You better get ready, because there are a whole host of signs that economic trouble is on the horizon. U.S. economic growth slipped into negative territory during the fourth quarter of 2012. That was the first time that has happened in more than three years. Several important measures of manufacturing activity have also contracted in recent weeks, and consumer confidence is way down. There is a tremendous amount of economic pessimism in the air right now, and Americans are pulling enormous amounts of money out of our banks and they are buying up precious metals at unprecedented rates. Meanwhile, our “leaders” seem very confused about what is happening. For example, Senate Majority Leader Harry Reid continues to insist that we are “in a recovery“, and some other Democrats are calling the latest GDP numbers “the best-looking contraction in U.S. GDP you’ll ever see“. On the other hand, the Federal Reserve says that economic growth has “paused” in recent months, and therefore a continuation of their latest quantitative easing scheme is necessary. Well, no matter how hard any of them try to spin the numbers, there is no way that they are going to get them to look good. Despite four years of outrageous “stimulus” spending by the federal government, despite four years of record low interest rates, and despite four years of unprecedentedmoney printing by the Federal Reserve, the U.S. economy continues to perform miserably. Later this year the federal government will probably finally acknowledge that we have entered another recession, even though the truth is that if the federal government used honest numbers they would indicate that we are already in one. In any event, nobody should have ever expected that our debt-fueled prosperity would last forever. When the debt bubble that we have been living in completely bursts, a “recession” will be the least of our worries.

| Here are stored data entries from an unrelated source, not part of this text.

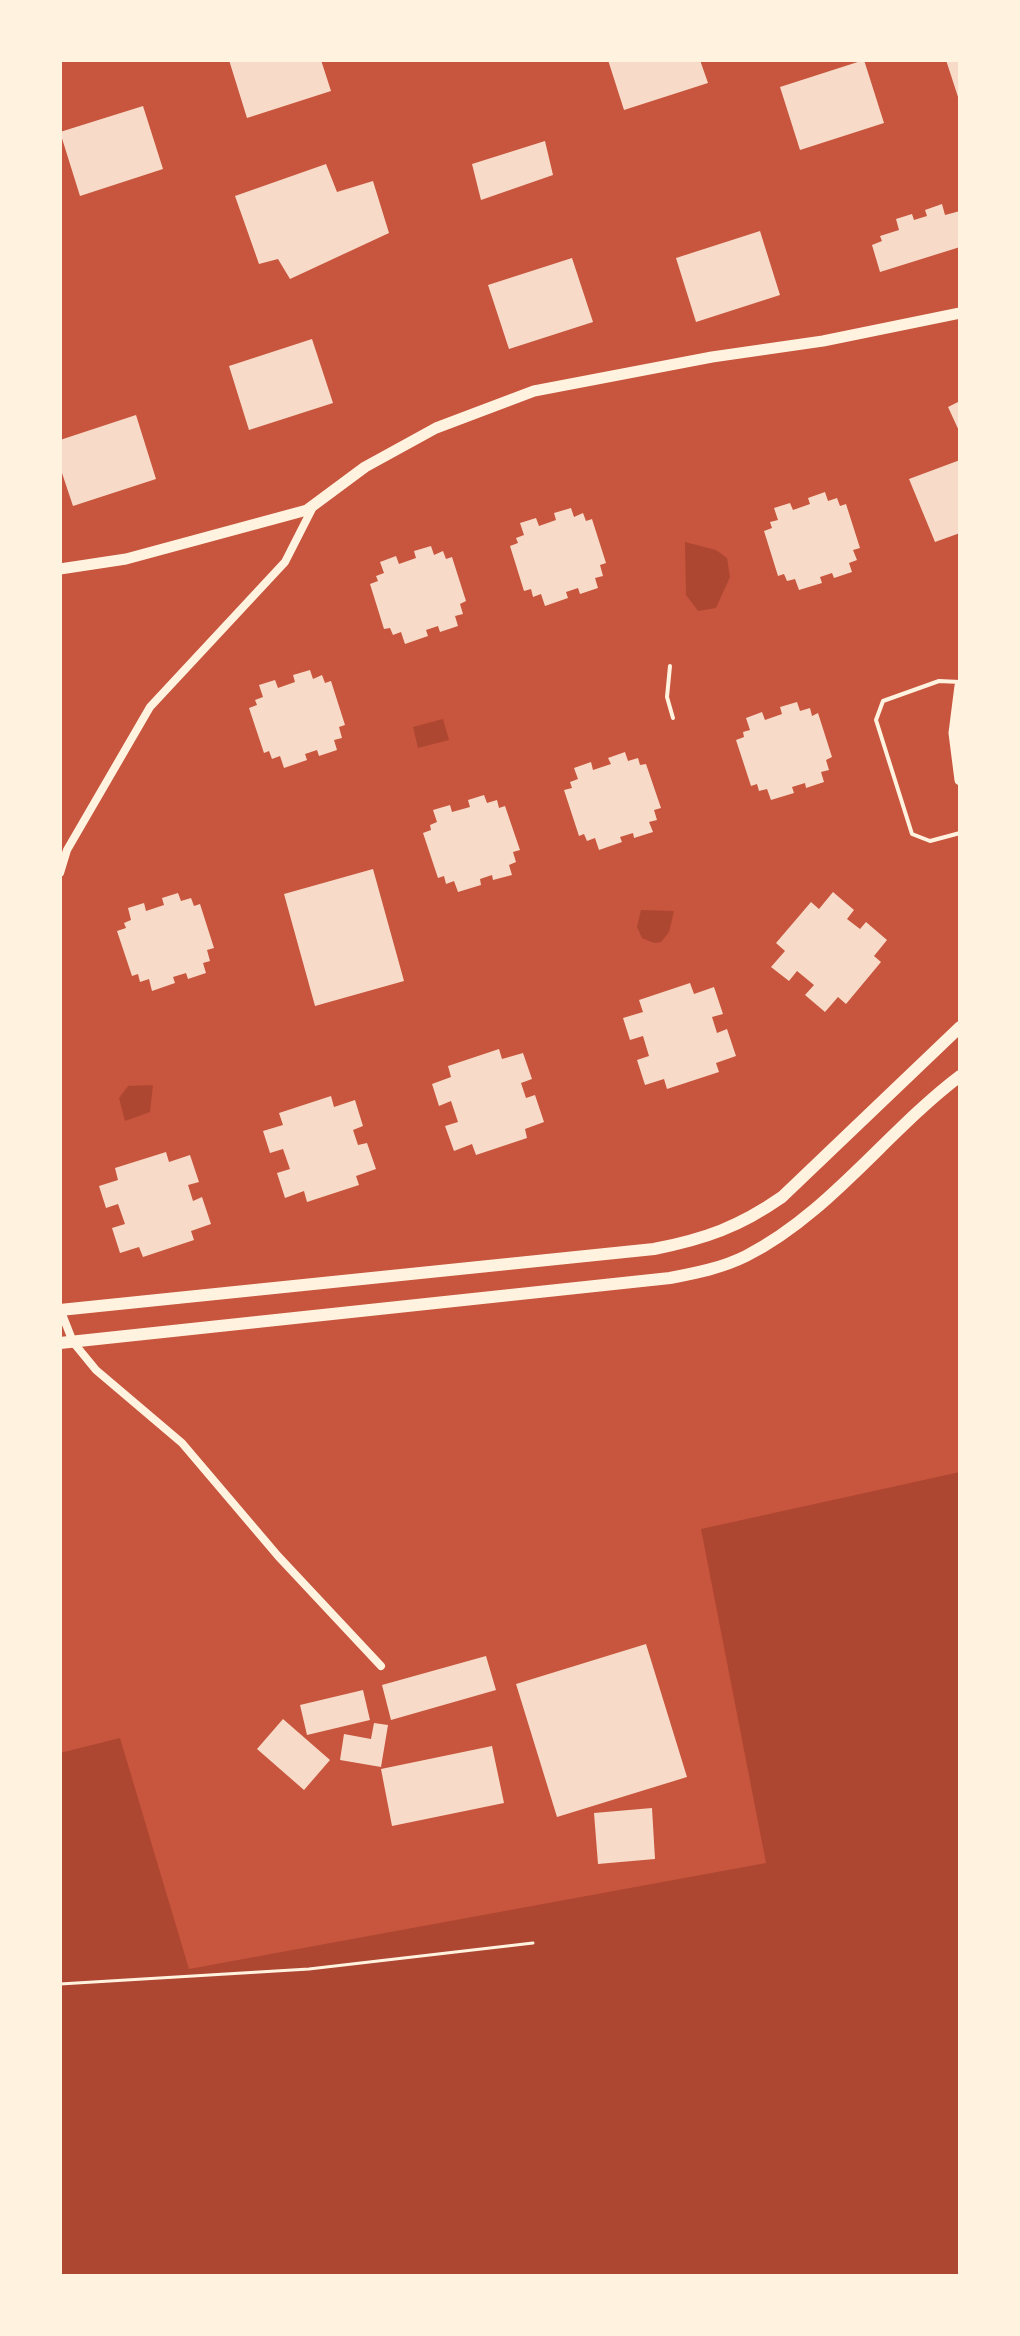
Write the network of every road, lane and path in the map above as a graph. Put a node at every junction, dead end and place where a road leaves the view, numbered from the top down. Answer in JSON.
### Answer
{"nodes":[{"id":1,"x":960,"y":313,"type":"edge"},
{"id":2,"x":314,"y":505,"type":"junction"},
{"id":3,"x":60,"y":569,"type":"edge"},
{"id":4,"x":670,"y":666,"type":"dead end"},
{"id":5,"x":960,"y":684,"type":"edge"},
{"id":6,"x":673,"y":718,"type":"dead end"},
{"id":7,"x":960,"y":780,"type":"edge"},
{"id":8,"x":960,"y":833,"type":"edge"},
{"id":9,"x":60,"y":873,"type":"edge"},
{"id":10,"x":960,"y":1027,"type":"edge"},
{"id":11,"x":960,"y":1076,"type":"edge"},
{"id":12,"x":60,"y":1309,"type":"edge"},
{"id":13,"x":66,"y":1342,"type":"edge"},
{"id":14,"x":381,"y":1666,"type":"dead end"},
{"id":15,"x":533,"y":1943,"type":"dead end"},
{"id":16,"x":60,"y":1984,"type":"edge"}],
"edges":[{"from":1,"to":2,"type":"street"},
{"from":2,"to":3,"type":"street"},
{"from":2,"to":9,"type":"street"},
{"from":4,"to":6,"type":"lane"},
{"from":5,"to":7,"type":"street"},
{"from":5,"to":8,"type":"lane"},
{"from":10,"to":12,"type":"main road"},
{"from":11,"to":13,"type":"main road"},
{"from":12,"to":13,"type":"street"},
{"from":13,"to":14,"type":"street"},
{"from":15,"to":16,"type":"path"}]}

Hopefully this little stretch of false economic hope that we have been living in will last for a little while longer. I don’t think that too many people are very eager to repeat the horrible economic pain that we experienced back in 2008 and 2009. Unfortunately, we never fully recovered from that last downturn and now the incredibly foolish decisions that our “leaders” continue to make have made another major economic downturn inevitable.
Personally, I would very much prefer for 2013 to be a year of peace and prosperity for America. But at this point there appears to be a great deal of downward momentum for the economy.
The following are 15 signs that you better get prepared for the Obama recession of 2013…
#1 The mainstream media was absolutely shocked when it was announced that U.S. GDP actually contracted at an annual rate of 0.1 percent during the fourth quarter of 2012. This was the first contraction that the official numbers have shown in more than three years. But of course the truth is that the official numbers always make things appear better than they really are. According to John Williams of shadowstats.com, U.S. GDP growth has actually been continuously negative all the way back to 2005 once you account “for distortions in government inflation usage and methodological changes that have resulted in a built-in upside bias to official reporting.”
#2 For the entire year of 2012, official U.S. GDP growth was only about 1.5%. According to Art Cashin, every time economic growth has fallen that low (below 2 percent annually) the U.S. economy has alwaysended up going into a recession.
#3 According to the Conference Board, consumer confidence in the United States has hit its lowest level in more than a year.
#4 For the week ending January 26th, initial claims for unemployment rose to 368,000. In future weeks, watch to see if it goes above 400,000. If we hit that level, that will be a sign of real trouble for the economy.